Addy John W G, Ellis Richard H, Macdonald Andy J, Semenov Mikhail A, Mead Andrew
Computational and Analytical Sciences Department, Rothamsted Research, UK.
School of Agriculture, Policy and Development, University of Reading, UK.
Agric For Meteorol. 2020 Apr 15;284:107898. doi: 10.1016/j.agrformet.2019.107898.
The effect of weather on inter-annual variation in the crop yield response to nitrogen (N) fertilizer for winter wheat () and spring barley () was investigated using yield data from the Broadbalk Wheat and Hoosfield Spring Barley long-term experiments at Rothamsted Research. Grain yields of crops from 1968 to 2016 were modelled as a function of N rates using a linear-plus-exponential (LEXP) function. The extent to which inter-annual variation in the parameters of these responses was explained by variations in weather (monthly summarized temperatures and rainfall), and by changes in the cultivar grown, was assessed. The inter-annual variability in rainfall and underlying temperature influenced the crop N response and hence grain yields in both crops. Asymptotic yields in wheat were particularly sensitive to mean temperature in November, April and May, and to total rainfall in October, February and June. In spring barley asymptotic yields were sensitive to mean temperature in February and June, and to total rainfall in April to July inclusive and September. The method presented here explores the separation of agronomic and environmental (weather) influences on crop yield over time. Fitting N response curves across multiple treatments can support an informative analysis of the influence of weather variation on the yield variability. Whilst there are issues of the confounding and collinearity of explanatory variables within such models, and that other factors also influence yields over time, our study confirms the considerable impact of weather variables at certain times of the year. This emphasizes the importance of including weather temporal variation when evaluating the impacts of climate change on crops.

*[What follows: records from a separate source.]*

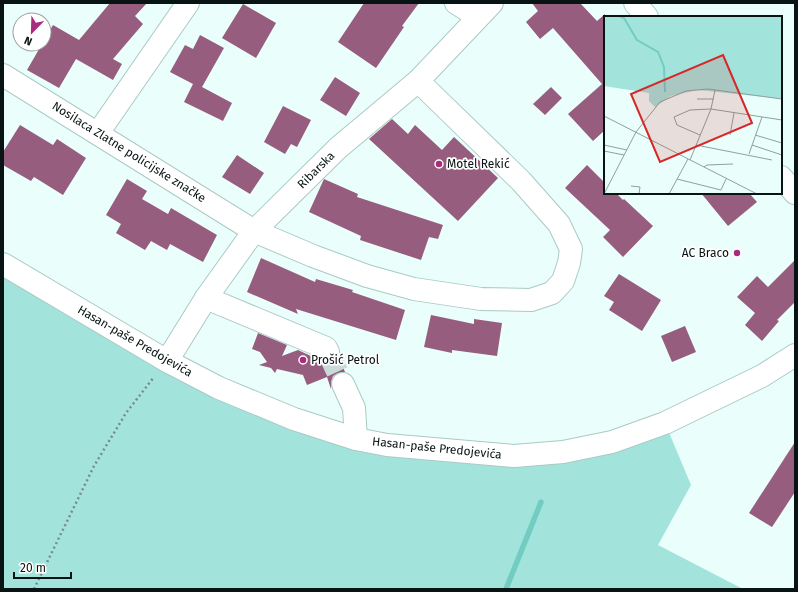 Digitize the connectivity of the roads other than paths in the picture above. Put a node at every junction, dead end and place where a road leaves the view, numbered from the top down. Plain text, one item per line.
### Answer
1 (188, 3) edge
2 (456, 3) edge
3 (635, 3) edge
4 (485, 10) edge
5 (646, 16) edge
6 (3, 75) edge
7 (418, 81) junction
8 (98, 133) junction
9 (782, 178) edge
10 (795, 193) edge
11 (254, 230) junction
12 (3, 264) edge
13 (206, 298) junction
14 (328, 352) tunnel mouth
15 (795, 354) edge
16 (167, 360) junction
17 (343, 384) tunnel mouth
18 (356, 439) junction

1 - 8 street
2 - 4 street
3 - 5 street
4 - 7 street, Ribarska
6 - 8 street, Nosilaca Zlatne policijske značke
7 - 11 street, Ribarska
7 - 11 street, Nosilaca Zlatne policijske značke
8 - 11 street, Nosilaca Zlatne policijske značke
9 - 10 street
11 - 13 street, Ribarska
12 - 16 street, Hasan-paše Predojevića
13 - 14 street
13 - 16 street, Ribarska
15 - 18 street, Hasan-paše Predojevića
16 - 18 street, Hasan-paše Predojevića
17 - 18 street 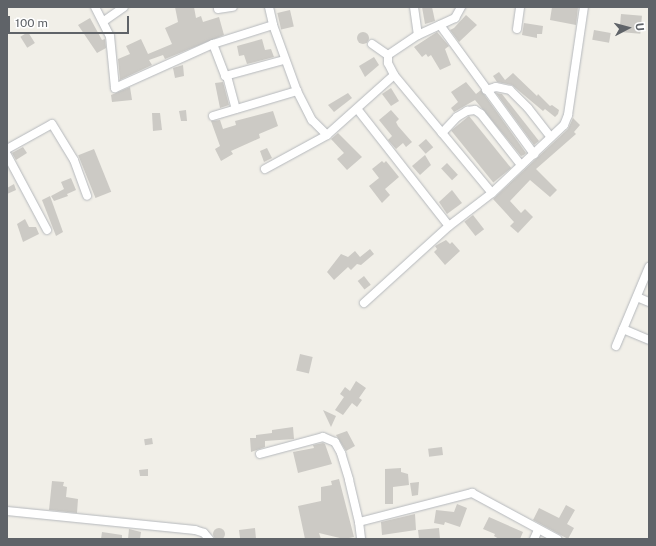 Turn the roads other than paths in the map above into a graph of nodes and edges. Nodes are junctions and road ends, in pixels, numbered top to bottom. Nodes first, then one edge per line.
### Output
1 (95, 7) edge
2 (124, 7) edge
3 (233, 7) edge
4 (270, 7) edge
5 (414, 7) edge
6 (462, 7) edge
7 (520, 7) edge
8 (584, 7) edge
9 (218, 8) dead end
10 (104, 21) junction
11 (273, 25) junction
12 (440, 25) junction
13 (518, 29) dead end
14 (418, 35) junction
15 (213, 44) junction
16 (372, 44) dead end
17 (388, 55) junction
18 (284, 60) junction
19 (394, 75) junction
20 (227, 76) junction
21 (486, 90) junction
22 (297, 91) junction
23 (236, 109) junction
24 (358, 110) junction
25 (213, 116) dead end
26 (442, 133) junction
27 (327, 135) junction
28 (551, 137) junction
29 (7, 149) edge
30 (534, 154) junction
31 (7, 155) edge
32 (521, 165) junction
33 (265, 169) dead end
34 (492, 193) junction
35 (87, 196) dead end
36 (449, 226) junction
37 (47, 230) dead end
38 (649, 267) edge
39 (637, 297) junction
40 (649, 302) edge
41 (364, 303) dead end
42 (623, 329) junction
43 (649, 340) edge
44 (616, 346) dead end
45 (260, 454) dead end
46 (7, 511) edge
47 (359, 522) junction
48 (538, 530) junction
49 (209, 539) edge
50 (361, 539) edge
51 (534, 539) edge
52 (557, 539) edge

1 - 10 street
2 - 10 street
3 - 9 street
4 - 11 street
5 - 14 street
6 - 12 street
7 - 13 street
8 - 28 street
10 - 15 street
11 - 15 street
11 - 18 street
12 - 14 street
12 - 21 street
14 - 17 street
15 - 20 street
16 - 17 street
17 - 19 street
18 - 20 street
18 - 22 street
19 - 24 street
19 - 26 street
20 - 23 street
21 - 28 street
21 - 30 street
22 - 23 street
22 - 27 street
23 - 25 street
24 - 27 street
24 - 36 street
26 - 32 street
26 - 34 street
27 - 33 street
28 - 30 street
29 - 35 street
30 - 32 street
31 - 37 street
32 - 34 street
34 - 36 street
36 - 41 street
38 - 39 street
39 - 40 street
39 - 42 street
42 - 43 street
42 - 44 street
45 - 47 street
46 - 49 street
47 - 48 street
47 - 50 street
48 - 51 street
48 - 52 street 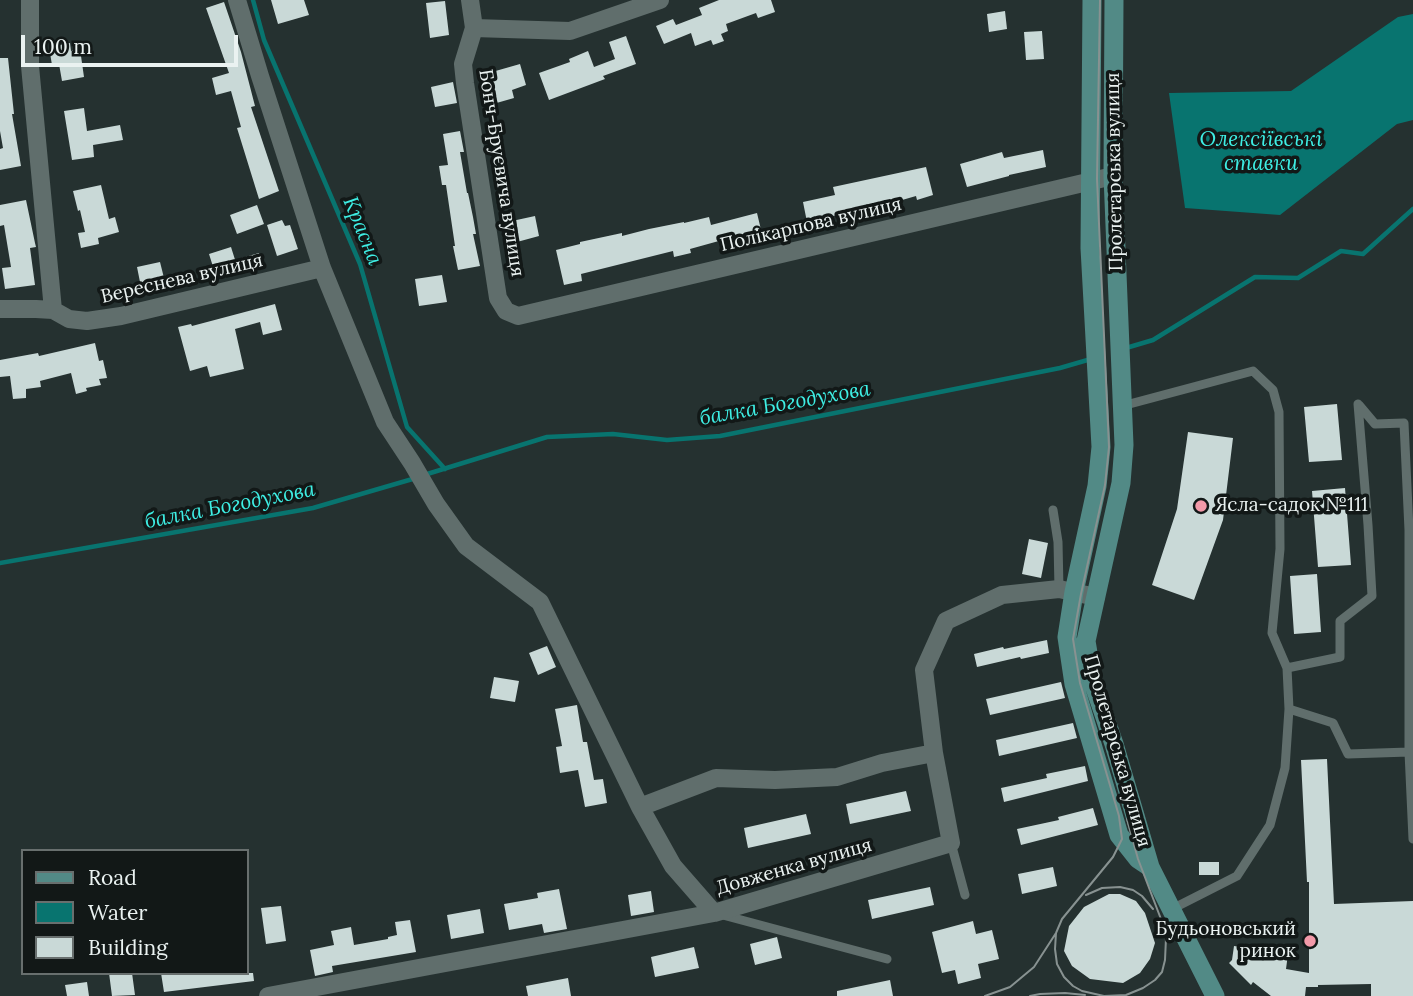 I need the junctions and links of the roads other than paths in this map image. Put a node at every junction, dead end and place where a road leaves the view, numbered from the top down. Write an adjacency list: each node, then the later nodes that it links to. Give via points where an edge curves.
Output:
1 (30, 0): 12 (street, via 30,66)
2 (237, 0): 10 (street)
3 (470, 0): 7 (street, Бонч-Бруєвича вулиця)
4 (660, 0): 7 (street, via 570,31)
5 (1092, 0): 9 (main road, Пролетарська вулиця)
6 (1114, 0): 8 (main road, Пролетарська вулиця)
7 (474, 28): 13 (street, Бонч-Бруєвича вулиця, via 463,64 465,83 498,298 506,311)
8 (1113, 176): 9 (street, Полікарпова вулиця); 14 (main road, Пролетарська вулиця)
9 (1089, 180): 13 (street, Полікарпова вулиця); 17 (main road, Пролетарська вулиця, via 1101,447)
10 (323, 268): 12 (street, Вереснева вулиця, via 110,318 69,319); 23 (street, via 384,422 466,546 540,602)
11 (0, 309): 12 (street, Вереснева вулиця)
12 (53, 310)
13 (518, 316)
14 (1122, 406): 18 (main road, Пролетарська вулиця, via 1121,483); 19 (lane, via 1253,371 1273,390 1279,412 1280,549 1272,633)
15 (1053, 510): 17 (lane)
16 (1411, 530): 19 (lane, via 1404,423 1375,424 1358,404 1372,596 1340,621 1340,657); 21 (lane)
17 (1066, 591): 18 (street); 22 (street, via 1002,595 946,621 924,670); 26 (main road, Пролетарська вулиця, via 1074,684 1119,835)
18 (1096, 597): 26 (main road, Пролетарська вулиця, via 1086,641 1093,682)
19 (1287, 667): 20 (lane)
20 (1289, 709): 21 (lane, via 1332,723 1348,754); 28 (lane, via 1285,768 1270,825 1237,876)
21 (1409, 752): 24 (lane)
22 (934, 753): 23 (street, via 837,777 716,778); 25 (street)
23 (640, 807): 29 (street, via 673,866)
24 (1413, 839)
25 (951, 843): 27 (lane); 29 (street, Довженка вулиця)
26 (1150, 867): 28 (main road)
27 (965, 895)
28 (1172, 909): 32 (main road)
29 (714, 913): 30 (lane); 31 (street, Довженка вулиця)
30 (887, 959)
31 (268, 996)
32 (1215, 996)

利用位于洛桑试验站的Broadbalk小麦和Hoosfield春大麦长期试验的产量数据,研究了天气对冬小麦()和春大麦()氮肥作物产量年际变化的影响。使用线性加指数(LEXP)函数,将1968年至2016年作物的谷物产量模拟为施氮量的函数。评估了天气变化(按月汇总的温度和降雨量)以及种植品种的变化对这些响应参数年际变化的解释程度。降雨和潜在温度的年际变化影响了作物对氮的响应,进而影响了两种作物的谷物产量。小麦的渐近产量对11月、4月和5月的平均温度以及10月、2月和6月的总降雨量特别敏感。在春大麦中,渐近产量对2月和6月的平均温度以及4月至7月(含)和9月的总降雨量敏感。本文提出的方法探讨了随着时间推移农艺和环境(天气)对作物产量影响的分离。在多个处理中拟合氮响应曲线有助于对天气变化对产量变异性的影响进行有益分析。虽然此类模型中存在解释变量的混杂和共线性问题,且其他因素也会随时间影响产量,但我们的研究证实了一年中某些时候天气变量的重大影响。这强调了在评估气候变化对作物的影响时纳入天气时间变化的重要性。